A Cannabis Play that Won’t Get Smoked THE “CANNABIS IS A COMMODITY” DEBATE Let’s be clear – THC and CBD, the cannabis components that affect our cannabinoid receptors, are commodities. This has caused many bearish cannabis investors to claim that cannabis company valuations are ripe for share price destruction. We, at Sophic Capital, believe that although market valuations for public cannabis companies are lofty, many licensed producers of cannabis will survive by branding, just like other commodity companies do. For example, ethanol is the active ingredient in alcoholic beverages and is a commodity.
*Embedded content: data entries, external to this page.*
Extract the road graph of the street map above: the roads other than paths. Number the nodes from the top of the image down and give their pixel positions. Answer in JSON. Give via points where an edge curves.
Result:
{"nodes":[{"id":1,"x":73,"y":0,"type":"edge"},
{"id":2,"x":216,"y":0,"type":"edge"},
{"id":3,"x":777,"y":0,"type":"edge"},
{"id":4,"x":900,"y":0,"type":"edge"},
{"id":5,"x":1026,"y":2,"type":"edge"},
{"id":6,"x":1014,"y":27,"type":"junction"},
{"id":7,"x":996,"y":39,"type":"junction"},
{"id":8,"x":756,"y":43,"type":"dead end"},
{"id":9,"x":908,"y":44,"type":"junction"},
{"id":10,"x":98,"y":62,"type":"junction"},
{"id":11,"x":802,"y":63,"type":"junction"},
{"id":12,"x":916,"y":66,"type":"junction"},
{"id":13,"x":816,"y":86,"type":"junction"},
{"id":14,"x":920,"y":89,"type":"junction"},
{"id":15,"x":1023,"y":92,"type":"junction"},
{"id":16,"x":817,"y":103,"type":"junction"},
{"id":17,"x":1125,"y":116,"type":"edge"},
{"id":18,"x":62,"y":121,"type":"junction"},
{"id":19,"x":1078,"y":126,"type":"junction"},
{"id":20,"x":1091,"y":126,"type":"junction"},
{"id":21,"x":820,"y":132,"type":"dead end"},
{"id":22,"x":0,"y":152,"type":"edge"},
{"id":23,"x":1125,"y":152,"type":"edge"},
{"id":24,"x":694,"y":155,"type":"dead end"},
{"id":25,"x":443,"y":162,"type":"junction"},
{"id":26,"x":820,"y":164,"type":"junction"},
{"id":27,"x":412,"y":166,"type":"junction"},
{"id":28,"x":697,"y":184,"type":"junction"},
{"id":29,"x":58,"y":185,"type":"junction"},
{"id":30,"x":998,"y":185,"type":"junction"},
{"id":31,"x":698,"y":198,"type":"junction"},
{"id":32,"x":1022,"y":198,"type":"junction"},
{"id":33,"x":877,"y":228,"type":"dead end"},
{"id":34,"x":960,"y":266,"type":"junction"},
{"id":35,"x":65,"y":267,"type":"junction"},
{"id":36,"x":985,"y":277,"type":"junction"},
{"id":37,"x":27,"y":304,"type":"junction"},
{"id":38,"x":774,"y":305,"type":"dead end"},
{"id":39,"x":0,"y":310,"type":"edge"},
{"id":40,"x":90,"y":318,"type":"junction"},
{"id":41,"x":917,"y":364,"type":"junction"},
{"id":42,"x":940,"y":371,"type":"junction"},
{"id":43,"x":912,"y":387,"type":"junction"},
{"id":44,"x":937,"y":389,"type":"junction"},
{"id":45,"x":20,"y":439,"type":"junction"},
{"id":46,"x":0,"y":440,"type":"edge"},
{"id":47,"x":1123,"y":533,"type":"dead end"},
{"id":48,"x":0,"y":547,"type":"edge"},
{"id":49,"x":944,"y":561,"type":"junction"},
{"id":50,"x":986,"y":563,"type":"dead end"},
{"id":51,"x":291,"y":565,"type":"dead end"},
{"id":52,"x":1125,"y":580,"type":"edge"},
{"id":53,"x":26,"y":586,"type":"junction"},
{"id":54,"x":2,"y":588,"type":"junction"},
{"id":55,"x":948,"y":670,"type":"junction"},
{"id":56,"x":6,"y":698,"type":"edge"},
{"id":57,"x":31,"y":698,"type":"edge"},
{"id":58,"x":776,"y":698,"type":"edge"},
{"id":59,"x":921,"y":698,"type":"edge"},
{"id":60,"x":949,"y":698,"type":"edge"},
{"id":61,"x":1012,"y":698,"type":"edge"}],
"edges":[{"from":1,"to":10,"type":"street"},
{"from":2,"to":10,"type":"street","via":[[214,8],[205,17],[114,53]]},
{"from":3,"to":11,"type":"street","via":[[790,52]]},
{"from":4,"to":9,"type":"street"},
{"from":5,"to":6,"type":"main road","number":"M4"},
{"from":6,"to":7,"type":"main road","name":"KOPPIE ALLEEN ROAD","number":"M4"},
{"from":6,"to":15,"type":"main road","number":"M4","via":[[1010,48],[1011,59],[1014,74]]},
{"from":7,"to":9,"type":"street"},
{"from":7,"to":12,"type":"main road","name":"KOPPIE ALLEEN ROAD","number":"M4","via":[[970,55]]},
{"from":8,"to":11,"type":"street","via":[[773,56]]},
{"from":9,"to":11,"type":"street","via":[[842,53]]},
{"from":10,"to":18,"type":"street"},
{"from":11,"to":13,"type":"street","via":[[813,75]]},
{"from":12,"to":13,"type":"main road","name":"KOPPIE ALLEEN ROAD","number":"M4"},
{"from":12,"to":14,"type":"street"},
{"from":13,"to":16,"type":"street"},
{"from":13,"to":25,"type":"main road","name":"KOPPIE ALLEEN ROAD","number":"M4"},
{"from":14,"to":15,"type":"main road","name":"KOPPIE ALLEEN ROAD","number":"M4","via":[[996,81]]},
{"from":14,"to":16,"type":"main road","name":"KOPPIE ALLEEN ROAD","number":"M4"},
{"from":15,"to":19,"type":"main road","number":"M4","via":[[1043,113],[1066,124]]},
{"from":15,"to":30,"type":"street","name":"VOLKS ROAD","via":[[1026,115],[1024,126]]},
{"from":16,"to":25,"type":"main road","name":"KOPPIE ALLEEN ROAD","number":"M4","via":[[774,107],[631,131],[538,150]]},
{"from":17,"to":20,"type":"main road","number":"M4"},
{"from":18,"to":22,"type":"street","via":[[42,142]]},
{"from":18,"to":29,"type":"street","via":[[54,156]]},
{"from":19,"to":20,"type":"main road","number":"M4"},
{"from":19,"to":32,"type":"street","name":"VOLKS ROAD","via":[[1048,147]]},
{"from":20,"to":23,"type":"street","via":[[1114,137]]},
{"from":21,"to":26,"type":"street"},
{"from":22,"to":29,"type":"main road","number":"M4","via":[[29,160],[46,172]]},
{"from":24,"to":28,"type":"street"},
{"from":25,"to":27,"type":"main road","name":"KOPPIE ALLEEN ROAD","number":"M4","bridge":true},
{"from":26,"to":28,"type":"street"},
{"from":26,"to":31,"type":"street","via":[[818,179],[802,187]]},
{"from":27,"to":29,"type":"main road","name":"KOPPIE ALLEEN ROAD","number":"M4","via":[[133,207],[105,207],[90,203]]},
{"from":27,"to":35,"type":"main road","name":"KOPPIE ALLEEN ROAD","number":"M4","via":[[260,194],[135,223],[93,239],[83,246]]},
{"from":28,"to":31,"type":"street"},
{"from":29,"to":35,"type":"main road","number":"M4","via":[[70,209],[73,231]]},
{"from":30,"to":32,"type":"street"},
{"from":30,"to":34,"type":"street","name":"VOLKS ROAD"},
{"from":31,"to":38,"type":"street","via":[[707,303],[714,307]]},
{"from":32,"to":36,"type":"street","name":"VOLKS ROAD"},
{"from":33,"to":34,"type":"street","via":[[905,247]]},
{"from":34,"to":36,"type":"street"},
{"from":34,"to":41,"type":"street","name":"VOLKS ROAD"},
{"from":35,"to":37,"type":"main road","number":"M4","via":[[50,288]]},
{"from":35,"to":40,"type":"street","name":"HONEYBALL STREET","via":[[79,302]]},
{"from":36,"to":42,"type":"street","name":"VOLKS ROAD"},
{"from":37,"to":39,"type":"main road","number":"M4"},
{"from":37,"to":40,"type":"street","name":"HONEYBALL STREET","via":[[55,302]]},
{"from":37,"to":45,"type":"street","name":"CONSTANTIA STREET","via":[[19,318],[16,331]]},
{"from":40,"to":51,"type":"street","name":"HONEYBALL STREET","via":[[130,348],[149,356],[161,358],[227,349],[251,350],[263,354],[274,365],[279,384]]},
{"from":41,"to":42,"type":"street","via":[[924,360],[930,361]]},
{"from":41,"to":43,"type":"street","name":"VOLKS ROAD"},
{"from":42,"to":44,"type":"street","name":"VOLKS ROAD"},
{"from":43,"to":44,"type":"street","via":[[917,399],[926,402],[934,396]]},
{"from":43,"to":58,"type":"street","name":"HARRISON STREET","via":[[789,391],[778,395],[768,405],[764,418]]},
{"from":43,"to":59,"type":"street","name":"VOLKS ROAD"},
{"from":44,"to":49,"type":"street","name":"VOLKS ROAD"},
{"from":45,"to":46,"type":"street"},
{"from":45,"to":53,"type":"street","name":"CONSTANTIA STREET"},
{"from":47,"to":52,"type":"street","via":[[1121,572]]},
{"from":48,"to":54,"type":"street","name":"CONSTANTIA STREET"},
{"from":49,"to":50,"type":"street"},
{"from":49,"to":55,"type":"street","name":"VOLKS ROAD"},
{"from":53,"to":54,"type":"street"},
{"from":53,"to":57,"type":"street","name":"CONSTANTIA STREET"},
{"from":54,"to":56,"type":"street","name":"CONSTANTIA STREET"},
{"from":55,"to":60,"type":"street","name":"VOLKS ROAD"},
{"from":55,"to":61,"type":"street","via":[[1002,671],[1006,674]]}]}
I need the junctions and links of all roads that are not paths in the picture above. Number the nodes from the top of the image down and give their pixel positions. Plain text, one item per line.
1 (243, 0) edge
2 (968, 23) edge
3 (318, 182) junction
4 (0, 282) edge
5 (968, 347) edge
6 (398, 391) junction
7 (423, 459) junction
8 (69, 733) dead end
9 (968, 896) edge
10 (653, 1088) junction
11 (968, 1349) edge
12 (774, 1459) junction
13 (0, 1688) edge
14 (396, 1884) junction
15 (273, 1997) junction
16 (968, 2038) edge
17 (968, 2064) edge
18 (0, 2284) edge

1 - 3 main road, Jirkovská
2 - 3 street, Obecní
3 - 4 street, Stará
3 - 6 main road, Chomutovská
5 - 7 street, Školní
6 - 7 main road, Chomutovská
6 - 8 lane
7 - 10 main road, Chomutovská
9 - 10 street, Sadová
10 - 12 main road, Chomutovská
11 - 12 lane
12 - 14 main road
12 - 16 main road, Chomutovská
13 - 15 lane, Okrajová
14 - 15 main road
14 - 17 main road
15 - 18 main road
Most consumers of beverage alcohol products don’t focus on the type or source of ethanol; they are more concerned with the taste, smell, labelling, and the story behind

the product. So, the way beverage alcohol companies add value to ethanol is by branding and creating illusory experiences around the product – think “natural spring water;” “aged in oak casks;” and “king of beers.”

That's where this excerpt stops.